The meme reads, "USAID does not know the destination of resources granted to Juan Guaido and the opposition for humanitarian aid to Venezuelans."
A day earlier, however, Venezuela's President Nicolas Maduro ordered the border closed because of threats to his country's internal security. On that occasion, the Venezuelan opposition blamed the Bolivarian National Guard (GNB) for setting fire to a truck carrying humanitarian aid. Shortly thereafter, however, it was discovered that the fire was set by the opposition themselves.
The USAID report also highlights that not all products were bought because of humanitarian needs. For example, Venezuelan opponents purchased food that OFDA and FFP had determined were unnecessary because the nutritional status of Venezuelan children did not justify their use.

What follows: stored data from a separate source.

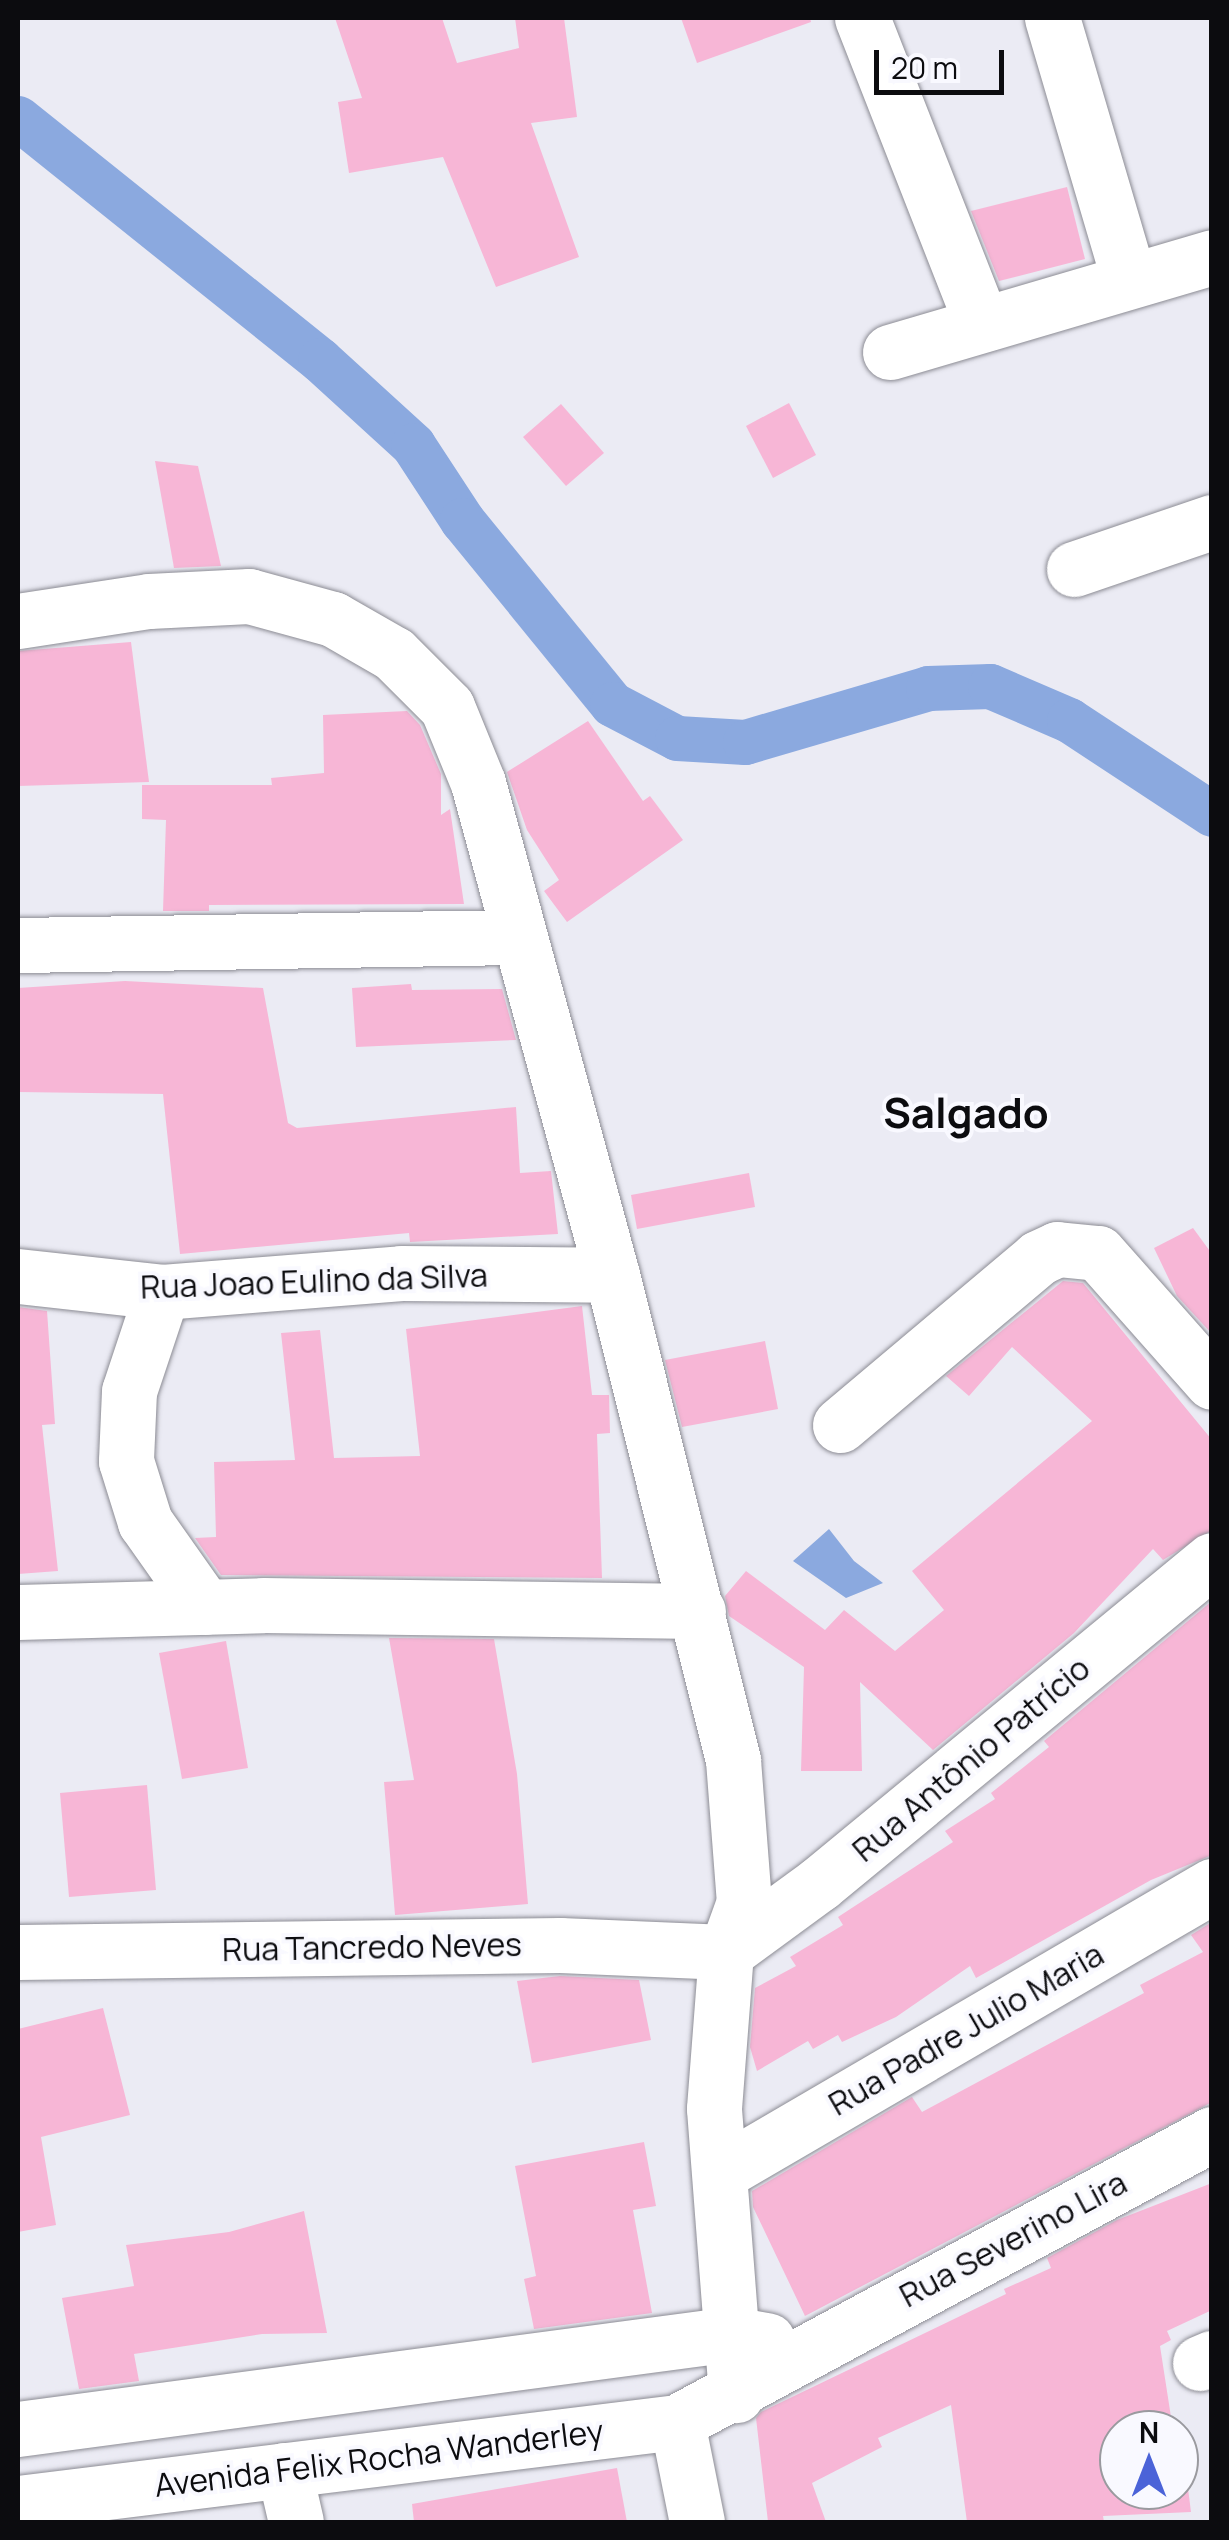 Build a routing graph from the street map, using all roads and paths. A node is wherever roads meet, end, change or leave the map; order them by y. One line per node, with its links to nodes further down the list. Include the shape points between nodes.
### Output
1 (862, 18): 5 (street)
2 (1052, 18): 4 (street)
3 (1212, 257): 4 (street)
4 (1129, 280): 5 (street)
5 (981, 321): 6 (street)
6 (890, 352)
7 (1212, 522): 8 (street)
8 (1074, 569)
9 (18, 621): 10 (street, via 150,601 249,596 332,619 394,654 447,707 478,782)
10 (518, 937): 11 (street); 12 (street)
11 (18, 945)
12 (612, 1275): 14 (street, Rua Joao Eulino da Silva, via 401,1272); 19 (street)
13 (18, 1276): 14 (street, Rua Joao Eulino da Silva)
14 (162, 1292): 18 (street, via 129,1391 126,1462 145,1522)
15 (1212, 1382): 16 (street, via 1098,1253 1057,1250 1038,1258)
16 (840, 1425)
17 (1212, 1560): 23 (street, Rua Antônio Patrício)
18 (205, 1607): 19 (street); 20 (street)
19 (698, 1611): 23 (street, via 743,1830 744,1902)
20 (18, 1612)
21 (1212, 1886): 25 (street, Rua Padre Julio Maria)
22 (18, 1952): 23 (street, Rua Tancredo Neves, via 560,1945)
23 (726, 1952): 25 (street, via 714,2069)
24 (1212, 2134): 27 (street, Rua Severino Lira)
25 (720, 2173): 26 (street)
26 (732, 2334): 27 (street); 28 (street); 30 (street)
27 (814, 2344): 28 (street, Rua Severino Lira)
28 (736, 2395): 29 (street, Avenida Felix Rocha Wanderley)
29 (677, 2422): 31 (street, Avenida Felix Rocha Wanderley); 34 (street)
30 (18, 2429)
31 (284, 2470): 32 (street, Avenida Felix Rocha Wanderley); 33 (street)
32 (18, 2503)
33 (296, 2522)
34 (696, 2522) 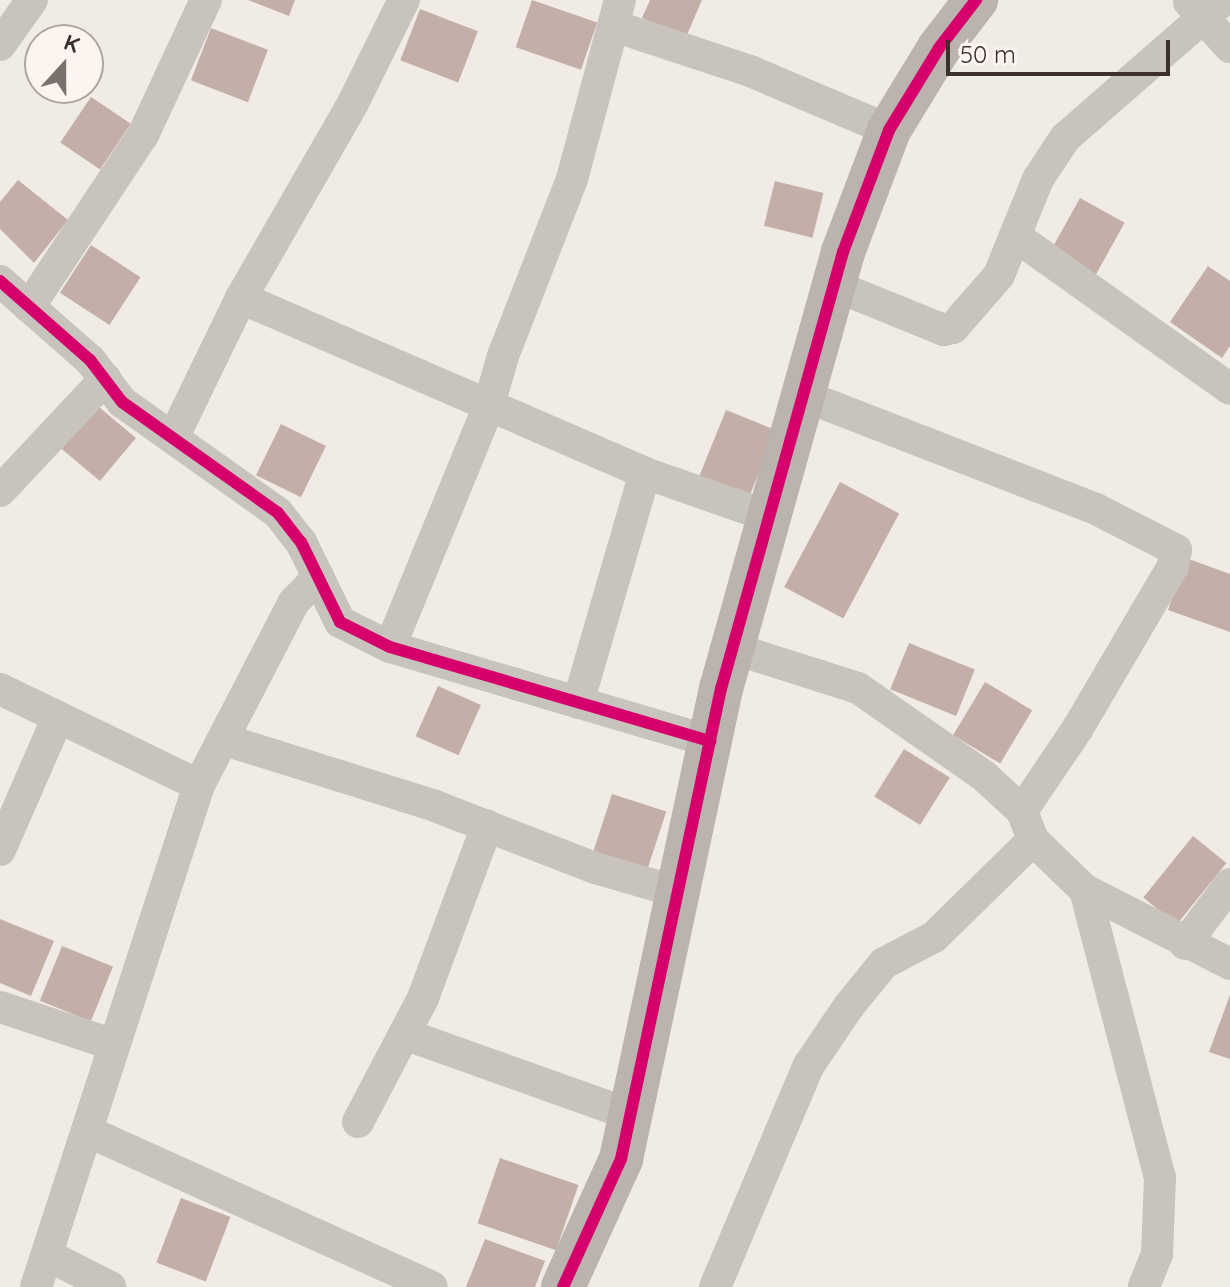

Once this audit report became known through Venezuelan outlets, citizens reacted in the networks demanding explanations from Guaido about the destination of the humanitarian aid.
"The USAID is waiting for them to show in what and where 98 percent of the resources… were invested. Neither that institution nor Guaido have given an answer," Jhonny Agelvis tweeted.
Opposition lawmaker Luis Eduardo also expressed his concern over the results of an audit procedure that USAID routinely carries out in countries receiving aid.
"What is not routine is the results. Only a tiny percentage reached the hands of the supposed beneficiaries. There were no control mechanisms in place, as evidenced by the fact that the resources went to ghost organizations and even ended up in a country as far away as Somalia," he commented.
Despite its magnitude, this is not the first scandal involving the U.S.-backed opposition. In June 2019, Guaido and his allies appropriated humanitarian aid funds from the U.S., the European Union, Canada, Germany, Sweden, Argentina, Chile, Colombia, and Puerto Rico.
Thanks to the U.S. blockade against Venezuela, the self-proclaimed "interim government" has also been controlling the money and assets of Venezuelan companies abroad, including CITGO Petroleum Corporation and Monomeros Colombo Venezolanos. So far, Guaido and his allies have not accounted to anyone about what they they are doing with those resources.